Atheist Finally “Sobers Up”

by Dave Miller, Ph.D.

Nearly 30 years ago, a debate of significant proportions took place. It was September 20-23, 1976. The place was the campus of North Texas State University in Denton, Texas. The disputants were two longtime professors of philosophy—Thomas B. Warren (whose Ph.D. in philosophy was from Vanderbilt) and Antony G.N. Flew (who was teaching in the University of Reading near London, England). The propositions they debated juxtaposed succinctly the real issue between thorough-going (positive) atheism and thorough-going (biblical) theism. Dr. Flew affirmed, “I know that God does not exist,” and Dr. Warren affirmed, “I know that God does exist.”

Dr. Warren once explained why he selected Antony Flew as his opponent in the debate. His rationale was simple: if those who are on the cutting edge of philosophical thought and who are considered to be the leaders in their chosen area of expertise—the “best of the best” if you will—are unable to defend their position when confronted by a fair and accurate defense of the truth, their error will be exposed. Those who were influenced by these leading men would be forced (like the “domino effect”) to recognize the sterility of the viewpoint they had embraced. Antony Flew had been a leading champion of atheism for decades. His writings dominated philosophical journals, and he was a prolific author [his books included Hume’s Philosophy of Belief (1961), God and Philosophy (1966), Evolutionary Ethics (1967), An Introduction to Western Philosophy (1971), and even a book on logic—Thinking Straight (1975)]. Having taught at Oxford, Aberdeen, Keele, and Reading universities in Britain, Flew also served as a visiting professor in many American universities, and conducted numerous debates in the process of defending his atheism.

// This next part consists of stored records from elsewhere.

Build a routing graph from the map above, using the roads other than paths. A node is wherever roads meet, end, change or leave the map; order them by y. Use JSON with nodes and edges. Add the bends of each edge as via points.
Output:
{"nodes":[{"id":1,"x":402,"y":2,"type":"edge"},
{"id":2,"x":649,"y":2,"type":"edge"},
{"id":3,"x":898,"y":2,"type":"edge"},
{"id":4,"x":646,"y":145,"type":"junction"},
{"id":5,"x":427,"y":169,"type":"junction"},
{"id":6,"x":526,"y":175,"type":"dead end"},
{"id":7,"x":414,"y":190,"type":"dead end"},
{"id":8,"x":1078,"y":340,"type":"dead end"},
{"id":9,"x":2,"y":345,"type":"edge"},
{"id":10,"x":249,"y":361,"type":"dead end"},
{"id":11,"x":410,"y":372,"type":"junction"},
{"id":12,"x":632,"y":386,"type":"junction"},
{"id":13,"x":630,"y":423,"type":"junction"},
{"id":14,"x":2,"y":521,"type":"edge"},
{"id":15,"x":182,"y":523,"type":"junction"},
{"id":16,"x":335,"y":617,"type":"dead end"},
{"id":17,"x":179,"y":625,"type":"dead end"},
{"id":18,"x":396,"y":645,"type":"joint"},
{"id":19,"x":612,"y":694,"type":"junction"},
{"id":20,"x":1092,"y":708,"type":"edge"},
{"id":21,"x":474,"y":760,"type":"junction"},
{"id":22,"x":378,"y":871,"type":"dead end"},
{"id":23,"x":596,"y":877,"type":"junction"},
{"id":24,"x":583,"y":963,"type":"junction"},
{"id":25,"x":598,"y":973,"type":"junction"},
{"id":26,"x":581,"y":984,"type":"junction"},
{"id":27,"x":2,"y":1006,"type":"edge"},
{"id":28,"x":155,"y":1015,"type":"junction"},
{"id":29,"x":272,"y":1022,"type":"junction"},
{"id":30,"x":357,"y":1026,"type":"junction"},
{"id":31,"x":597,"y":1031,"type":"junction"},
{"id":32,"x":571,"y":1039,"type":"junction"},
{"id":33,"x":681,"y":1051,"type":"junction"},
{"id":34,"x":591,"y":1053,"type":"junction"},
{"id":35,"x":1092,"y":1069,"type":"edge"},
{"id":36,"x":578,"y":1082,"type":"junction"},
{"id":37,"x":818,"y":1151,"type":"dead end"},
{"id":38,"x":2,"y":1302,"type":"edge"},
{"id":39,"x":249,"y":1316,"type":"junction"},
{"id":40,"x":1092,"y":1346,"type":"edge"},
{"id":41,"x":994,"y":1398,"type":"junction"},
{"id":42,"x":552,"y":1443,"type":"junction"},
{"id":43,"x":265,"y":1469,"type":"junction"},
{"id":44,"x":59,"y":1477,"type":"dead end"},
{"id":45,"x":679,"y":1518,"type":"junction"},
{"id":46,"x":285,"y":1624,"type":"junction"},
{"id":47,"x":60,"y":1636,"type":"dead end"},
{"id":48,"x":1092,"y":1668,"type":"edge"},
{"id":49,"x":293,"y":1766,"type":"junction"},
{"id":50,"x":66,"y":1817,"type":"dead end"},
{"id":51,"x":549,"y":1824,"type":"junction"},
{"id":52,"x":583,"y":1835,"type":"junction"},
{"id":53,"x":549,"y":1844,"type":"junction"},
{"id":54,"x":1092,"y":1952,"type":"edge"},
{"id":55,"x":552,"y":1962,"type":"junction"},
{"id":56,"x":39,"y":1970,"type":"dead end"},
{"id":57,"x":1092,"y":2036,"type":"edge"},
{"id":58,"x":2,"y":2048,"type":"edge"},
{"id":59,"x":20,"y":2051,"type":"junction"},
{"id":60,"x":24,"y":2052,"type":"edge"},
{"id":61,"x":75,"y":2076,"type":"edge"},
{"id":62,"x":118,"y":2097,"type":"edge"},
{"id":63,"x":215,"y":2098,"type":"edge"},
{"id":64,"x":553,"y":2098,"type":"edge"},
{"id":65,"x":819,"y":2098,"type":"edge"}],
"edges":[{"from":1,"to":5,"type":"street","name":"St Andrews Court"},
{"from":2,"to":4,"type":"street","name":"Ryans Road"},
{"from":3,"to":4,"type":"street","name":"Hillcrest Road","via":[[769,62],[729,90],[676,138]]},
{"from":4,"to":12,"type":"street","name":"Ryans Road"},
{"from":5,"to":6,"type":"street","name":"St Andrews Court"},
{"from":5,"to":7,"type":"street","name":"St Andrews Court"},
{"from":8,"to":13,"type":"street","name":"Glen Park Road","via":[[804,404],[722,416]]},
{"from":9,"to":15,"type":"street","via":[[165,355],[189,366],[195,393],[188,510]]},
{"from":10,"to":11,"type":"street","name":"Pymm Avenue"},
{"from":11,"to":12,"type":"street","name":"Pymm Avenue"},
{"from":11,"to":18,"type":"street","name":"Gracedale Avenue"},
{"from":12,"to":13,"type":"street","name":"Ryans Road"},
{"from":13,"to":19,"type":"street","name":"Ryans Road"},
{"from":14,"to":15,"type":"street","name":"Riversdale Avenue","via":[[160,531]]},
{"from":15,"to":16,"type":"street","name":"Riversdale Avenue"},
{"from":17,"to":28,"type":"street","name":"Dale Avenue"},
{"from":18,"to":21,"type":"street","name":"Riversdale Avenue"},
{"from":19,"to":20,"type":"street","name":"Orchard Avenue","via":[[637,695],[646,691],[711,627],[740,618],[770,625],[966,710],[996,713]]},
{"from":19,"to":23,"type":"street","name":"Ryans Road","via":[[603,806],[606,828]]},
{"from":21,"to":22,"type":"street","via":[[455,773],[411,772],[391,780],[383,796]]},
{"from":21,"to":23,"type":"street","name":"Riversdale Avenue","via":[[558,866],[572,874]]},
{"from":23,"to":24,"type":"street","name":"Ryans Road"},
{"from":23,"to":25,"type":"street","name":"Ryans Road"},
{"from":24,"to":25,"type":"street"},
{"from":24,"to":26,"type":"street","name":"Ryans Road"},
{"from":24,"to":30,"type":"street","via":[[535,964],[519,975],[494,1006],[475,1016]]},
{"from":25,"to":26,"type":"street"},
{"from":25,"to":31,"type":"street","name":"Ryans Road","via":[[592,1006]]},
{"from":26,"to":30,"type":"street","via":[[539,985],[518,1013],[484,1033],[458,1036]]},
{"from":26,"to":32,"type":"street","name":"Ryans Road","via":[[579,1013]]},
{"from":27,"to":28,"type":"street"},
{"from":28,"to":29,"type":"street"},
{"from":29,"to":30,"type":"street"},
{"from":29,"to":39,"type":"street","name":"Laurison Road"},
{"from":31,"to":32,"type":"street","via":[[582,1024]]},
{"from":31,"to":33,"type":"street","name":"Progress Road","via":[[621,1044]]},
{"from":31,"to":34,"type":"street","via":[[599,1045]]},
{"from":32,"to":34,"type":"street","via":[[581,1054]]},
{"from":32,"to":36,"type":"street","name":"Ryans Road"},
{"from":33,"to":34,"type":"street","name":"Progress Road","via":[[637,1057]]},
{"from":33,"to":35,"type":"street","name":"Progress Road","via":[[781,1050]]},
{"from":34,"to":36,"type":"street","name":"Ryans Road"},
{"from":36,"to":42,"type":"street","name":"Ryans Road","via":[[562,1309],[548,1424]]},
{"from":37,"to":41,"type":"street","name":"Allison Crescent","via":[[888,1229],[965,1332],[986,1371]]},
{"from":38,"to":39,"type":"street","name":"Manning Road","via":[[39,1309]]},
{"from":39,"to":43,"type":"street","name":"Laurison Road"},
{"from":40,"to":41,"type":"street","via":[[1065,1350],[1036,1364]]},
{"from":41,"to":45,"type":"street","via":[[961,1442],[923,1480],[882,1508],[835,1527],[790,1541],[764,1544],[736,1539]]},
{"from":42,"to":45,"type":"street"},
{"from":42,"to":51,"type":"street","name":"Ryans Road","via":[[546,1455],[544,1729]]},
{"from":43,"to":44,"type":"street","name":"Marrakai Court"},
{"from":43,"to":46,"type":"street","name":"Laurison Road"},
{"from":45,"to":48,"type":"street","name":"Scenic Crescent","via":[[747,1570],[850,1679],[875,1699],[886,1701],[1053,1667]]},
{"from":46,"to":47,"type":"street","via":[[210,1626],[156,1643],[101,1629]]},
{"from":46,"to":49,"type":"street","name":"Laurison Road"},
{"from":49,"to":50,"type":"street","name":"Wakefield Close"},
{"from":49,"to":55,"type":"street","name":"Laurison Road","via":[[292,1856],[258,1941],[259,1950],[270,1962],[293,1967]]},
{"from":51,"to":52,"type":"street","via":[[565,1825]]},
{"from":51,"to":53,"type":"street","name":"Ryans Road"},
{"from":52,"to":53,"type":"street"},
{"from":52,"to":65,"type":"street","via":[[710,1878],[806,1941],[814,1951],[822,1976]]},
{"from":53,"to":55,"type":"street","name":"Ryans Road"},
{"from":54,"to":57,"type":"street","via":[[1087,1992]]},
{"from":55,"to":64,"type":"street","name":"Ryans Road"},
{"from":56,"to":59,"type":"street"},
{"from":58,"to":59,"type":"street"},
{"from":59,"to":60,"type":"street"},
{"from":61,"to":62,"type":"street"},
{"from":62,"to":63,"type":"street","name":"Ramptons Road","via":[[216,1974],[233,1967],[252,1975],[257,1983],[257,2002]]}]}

For the first two nights of the Warren-Flew debate, Flew assumed the affirmative position in an attempt to prove that God does not exist. However, Warren’s kind-but-relentless assault in the negative position seemed to leave Flew battered, bewildered, and disoriented—so much so that when Dr. Warren assumed the affirmative position on the third night of the debate, he spent a few minutes attempting to ascertain the reason for Dr. Flew’s failure, while in the affirmative, to present a sound argument for his atheistic contention in a precise logical way:

It has been suggested that his failure is due to the fact that he is in a foreign country, but such could have little or nothing to do with this proposition. That he is out of his own country has nothing to do with how he handles intellectual material. Neither is his failure due to his not being accustomed to this style of debating. I have heard him in discussion before, and he seemed not to be bothered at all by the kind of format that was involved. Perhaps he did not know the responsibility of an affirmative speaker? But that cannot be so because, in his writings, he constantly chides a man who does not recognize his responsibility as an affirmant. Perhaps because he does not know the arguments? I deny that emphatically. In reading the works of Dr. Flew, I am convinced that he knows the arguments that are involved as well as anybody in the world. Perhaps because he does not understand or accept the law of rationality? The truth of the matter is: he has written very strongly and frequently in defense of it! But he has not acted in harmony with it in this discussion. Ordinarily, when he is writing in the affirmative, and he writes almost constantly of matters that are concerned with God or very closely related to God—at least subjects that are peripheral to the subject of God. In fact, it is the case that he is almost God-intoxicatedHe constantly emphasizes in his books that the onus of proof is on the affirmative writer or speaker! But I am afraid that he has not recognized that truth in this discussion (1977, pp. 131-132, emp. in orig.).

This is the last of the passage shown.